## What is being asked
Pull out every line in the data that has the string "Northwestern" in it.

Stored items
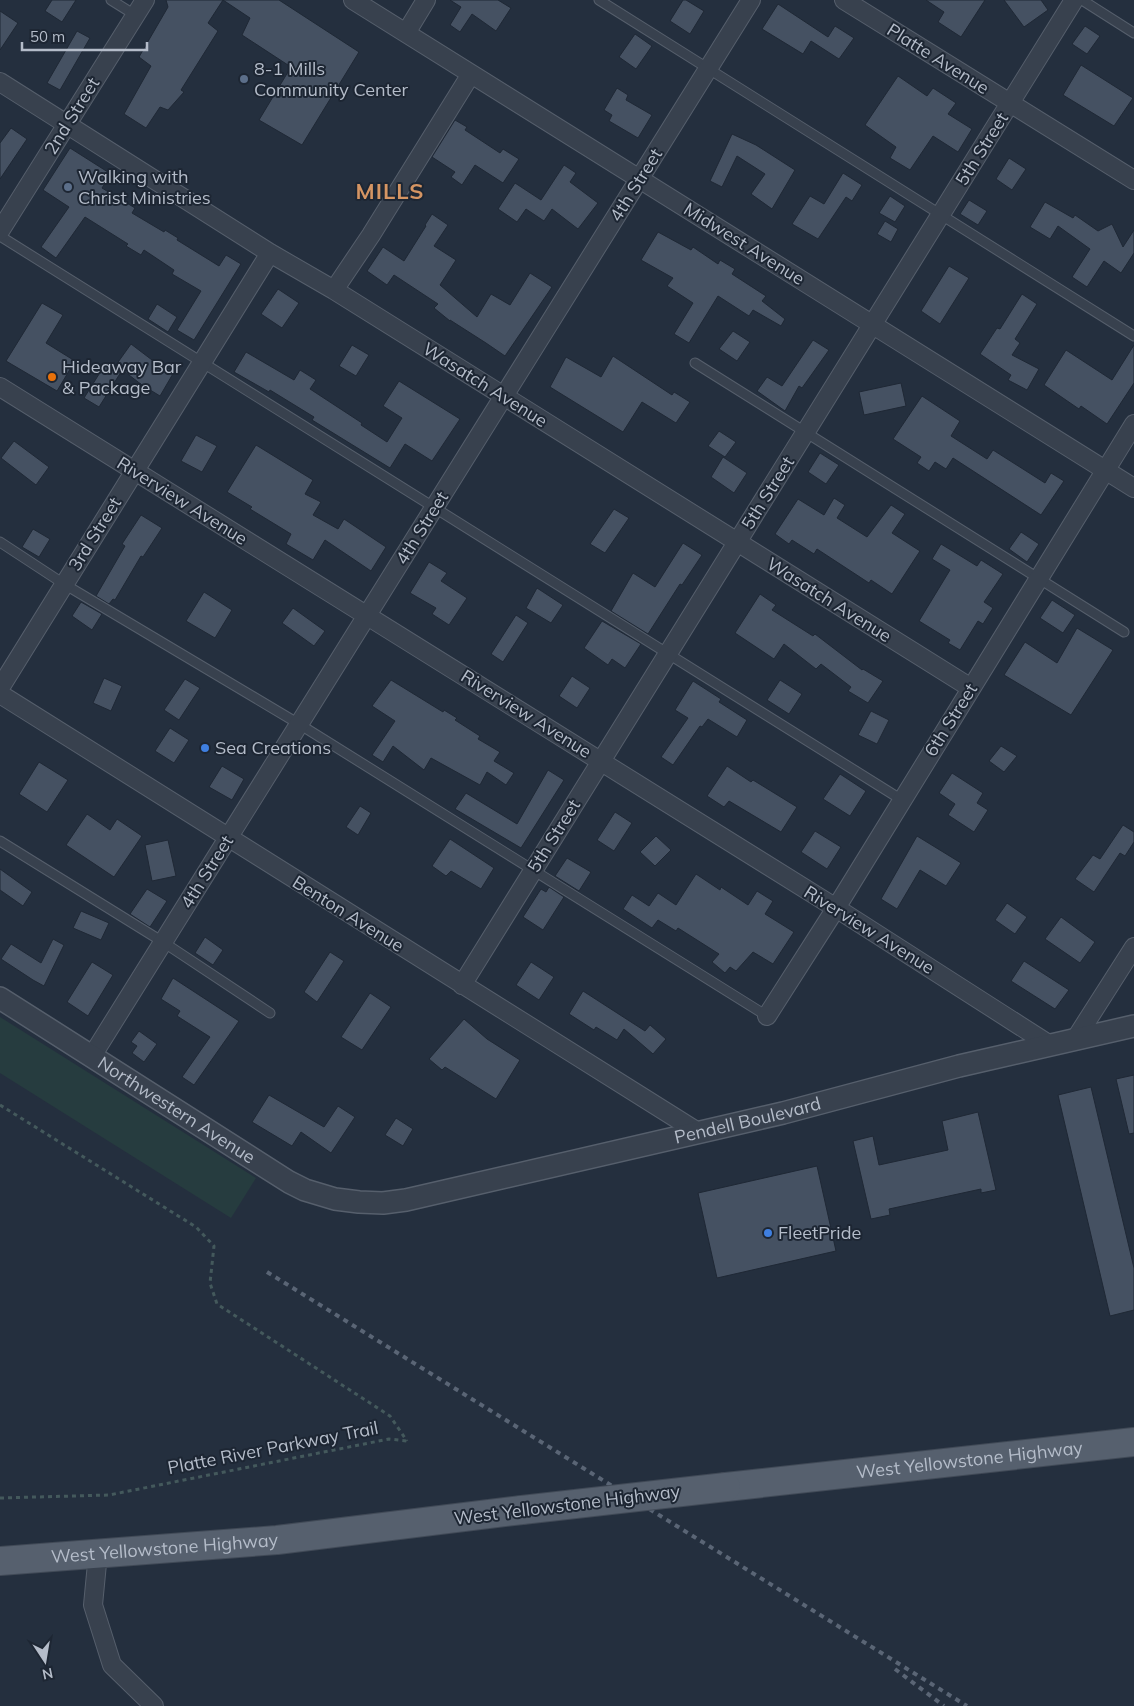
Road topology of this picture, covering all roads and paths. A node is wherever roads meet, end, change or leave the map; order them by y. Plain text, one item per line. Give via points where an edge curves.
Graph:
1 (111, 0) edge
2 (145, 0) edge
3 (353, 0) edge
4 (426, 0) edge
5 (599, 0) edge
6 (752, 0) edge
7 (844, 0) edge
8 (1074, 0) edge
9 (1082, 0) edge
10 (135, 15) junction
11 (406, 33) junction
12 (1134, 33) edge
13 (709, 69) junction
14 (471, 74) junction
15 (0, 82) edge
16 (1010, 103) junction
17 (67, 124) junction
18 (640, 179) junction
19 (1134, 180) edge
20 (941, 215) junction
21 (0, 232) edge
22 (0, 236) edge
23 (270, 253) junction
24 (334, 290) junction
25 (872, 325) junction
26 (1134, 336) edge
27 (202, 362) junction
28 (695, 363) dead end
29 (0, 387) edge
30 (504, 397) junction
31 (1134, 424) edge
32 (806, 432) junction
33 (1105, 470) junction
34 (134, 471) junction
35 (1134, 488) edge
36 (434, 508) junction
37 (0, 542) edge
38 (737, 542) junction
39 (1039, 578) junction
40 (64, 584) junction
41 (367, 615) junction
42 (1124, 632) dead end
43 (668, 654) junction
44 (0, 688) edge
45 (971, 688) junction
46 (0, 694) edge
47 (299, 724) junction
48 (601, 761) junction
49 (902, 800) junction
50 (228, 838) junction
51 (0, 841) edge
52 (533, 870) junction
53 (836, 908) junction
54 (163, 942) junction
55 (1134, 947) edge
56 (462, 985) junction
57 (0, 998) edge
58 (270, 1013) dead end
59 (767, 1016) joint
60 (1134, 1026) edge
61 (1076, 1038) junction
62 (1050, 1045) junction
63 (92, 1056) junction
64 (0, 1105) edge
65 (698, 1132) junction
66 (359, 1202) joint
67 (1134, 1442) edge
68 (0, 1498) edge
69 (98, 1553) junction
70 (0, 1561) edge
71 (154, 1706) edge

1 - 10 lane
2 - 10 street, 2nd Street
3 - 11 street, Midwest Avenue
4 - 11 street
5 - 13 lane
6 - 13 street, 4th Street
7 - 16 street, Platte Avenue
8 - 16 street, 5th Street
9 - 12 lane
10 - 17 street, 2nd Street
11 - 14 street, Midwest Avenue
13 - 18 street, 4th Street
13 - 20 lane
14 - 18 street, Midwest Avenue
14 - 24 street
15 - 17 street, Wasatch Avenue
16 - 19 street, Platte Avenue
16 - 20 street, 5th Street
17 - 21 street, 2nd Street
17 - 23 street, Wasatch Avenue
18 - 25 street, Midwest Avenue
18 - 30 street, 4th Street
20 - 25 street, 5th Street
20 - 26 lane
22 - 27 lane
23 - 24 street, Wasatch Avenue
23 - 27 street, 3rd Street
24 - 30 street, Wasatch Avenue
25 - 32 street, 5th Street
25 - 33 street, Midwest Avenue
27 - 34 street, 3rd Street
27 - 36 lane
28 - 32 lane
29 - 34 street, Riverview Avenue
30 - 36 street, 4th Street
30 - 38 street, Wasatch Avenue
31 - 33 street, 6th Street
32 - 38 street, 5th Street
32 - 39 lane
33 - 35 street, Midwest Avenue
33 - 39 street, 6th Street
34 - 40 street, 3rd Street
34 - 41 street, Riverview Avenue
36 - 41 street, 4th Street
36 - 43 lane
37 - 40 lane
38 - 43 street, 5th Street
38 - 45 street, Wasatch Avenue
39 - 42 lane
39 - 45 street, 6th Street
40 - 44 street, 3rd Street
40 - 47 lane
41 - 47 street, 4th Street
41 - 48 street, Riverview Avenue
43 - 48 street, 5th Street
43 - 49 lane
45 - 49 street, 6th Street
46 - 50 street, Benton Avenue
47 - 50 street, 4th Street
47 - 52 lane
48 - 52 street, 5th Street
48 - 53 street, Riverview Avenue
49 - 53 street, 6th Street
50 - 54 street, 4th Street
50 - 56 street, Benton Avenue
51 - 54 lane
52 - 56 street, 5th Street
52 - 59 lane
53 - 59 street, 6th Street
53 - 62 street, Riverview Avenue
54 - 58 lane
54 - 63 street, 4th Street
55 - 61 street
56 - 65 street, Benton Avenue
57 - 63 street, Northwestern Avenue
60 - 61 street, Pendell Boulevard
61 - 62 street, Pendell Boulevard
62 - 65 street, Pendell Boulevard
63 - 66 street, Northwestern Avenue via 289,1182 335,1199
64 - 68 path, Platte River Parkway Trail via 196,1227 214,1246 210,1283 217,1304 390,1416 407,1442 389,1439 109,1495
65 - 66 street, Pendell Boulevard via 424,1196 383,1203
67 - 69 main road, West Yellowstone Highway, bridge via 277,1540
69 - 70 main road, West Yellowstone Highway
69 - 71 street via 93,1605 112,1665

## Solution
57 - 63 street, Northwestern Avenue
63 - 66 street, Northwestern Avenue via 289,1182 335,1199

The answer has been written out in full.